How to build scalable user interface programs

Programming user interfaces in a maintainable and scalable way lets programmers think about one single visual component at a time.

#Describe the interface as components that render state

Each component of the interface is a function that gets state and returns how to draw this state on the screen. These components can be composed to form bigger parts of the user interface. Given a certain state this composition should always produce the same visual output to make your software predictable.

#Let interactions only change state

User interactions should only change the application state. Passing the new state to the top level component results in a new visual output. This makes adding new features and testing easier, because each interaction is a function that gets state and returns a new one.

#Reduce runtime errors with static type checking

In a statically typed language the compiler is able to check if the state passed to each component passes its required input types. This catches errors early before runtime and deploying to production.

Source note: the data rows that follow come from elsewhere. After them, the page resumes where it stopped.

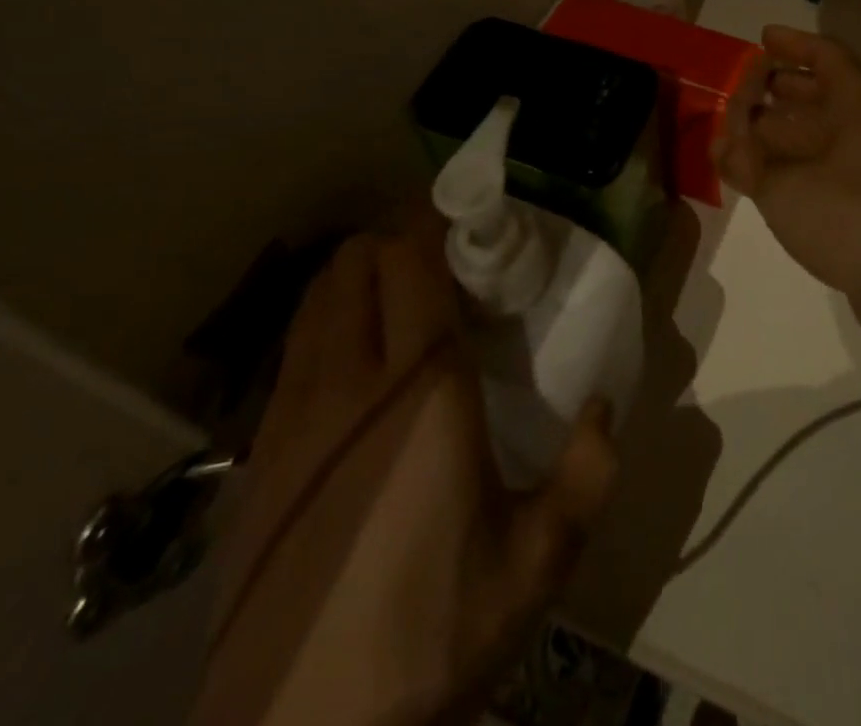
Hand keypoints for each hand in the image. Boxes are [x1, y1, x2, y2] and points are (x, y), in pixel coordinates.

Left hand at [194, 213, 616, 725]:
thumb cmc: (430, 638)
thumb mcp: (536, 565)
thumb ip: (587, 475)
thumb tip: (603, 409)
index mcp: (421, 392)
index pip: (411, 263)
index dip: (433, 223)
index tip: (468, 221)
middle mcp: (348, 384)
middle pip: (354, 264)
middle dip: (394, 241)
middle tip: (440, 262)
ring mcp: (291, 417)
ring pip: (315, 300)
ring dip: (355, 277)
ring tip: (398, 301)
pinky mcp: (257, 456)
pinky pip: (292, 352)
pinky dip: (325, 327)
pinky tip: (355, 370)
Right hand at [712, 26, 860, 357]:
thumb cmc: (848, 213)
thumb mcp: (783, 184)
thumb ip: (746, 161)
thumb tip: (724, 146)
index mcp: (857, 104)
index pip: (826, 55)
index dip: (793, 44)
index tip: (761, 39)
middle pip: (821, 93)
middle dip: (779, 88)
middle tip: (741, 90)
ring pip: (821, 132)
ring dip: (781, 130)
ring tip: (740, 135)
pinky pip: (823, 165)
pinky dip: (792, 163)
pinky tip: (762, 178)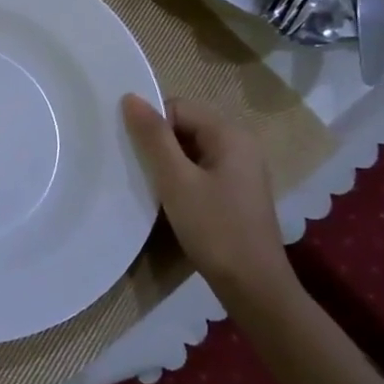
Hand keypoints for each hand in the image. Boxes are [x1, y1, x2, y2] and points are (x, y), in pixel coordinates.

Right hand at [122, 94, 295, 307]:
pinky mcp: (235, 191)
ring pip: (190, 149)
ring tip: (150, 185)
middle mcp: (240, 144)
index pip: (178, 107)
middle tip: (137, 170)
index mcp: (230, 134)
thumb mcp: (176, 181)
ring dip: (167, 163)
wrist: (252, 285)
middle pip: (185, 126)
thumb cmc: (214, 228)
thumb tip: (130, 97)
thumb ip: (153, 137)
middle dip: (158, 143)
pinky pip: (200, 169)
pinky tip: (169, 200)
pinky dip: (181, 178)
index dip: (152, 126)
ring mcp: (240, 169)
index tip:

#Provide isolation with immutable data structures

Defining the state as an immutable data structure guarantees that each component is isolated and cannot influence the state of other components. This is because changing an immutable data structure returns a new one instead of updating its value in place.

#Simplify debugging with one single state

Using one single persistent immutable data structure as your state makes very helpful debugging techniques like “time traveling” possible. Time traveling is the possibility to record user interactions and playing them back later to reproduce bugs. Updating a persistent immutable data structure returns a new one that shares most of its structure with the old one. This prevents big memory consumption for big amounts of updates.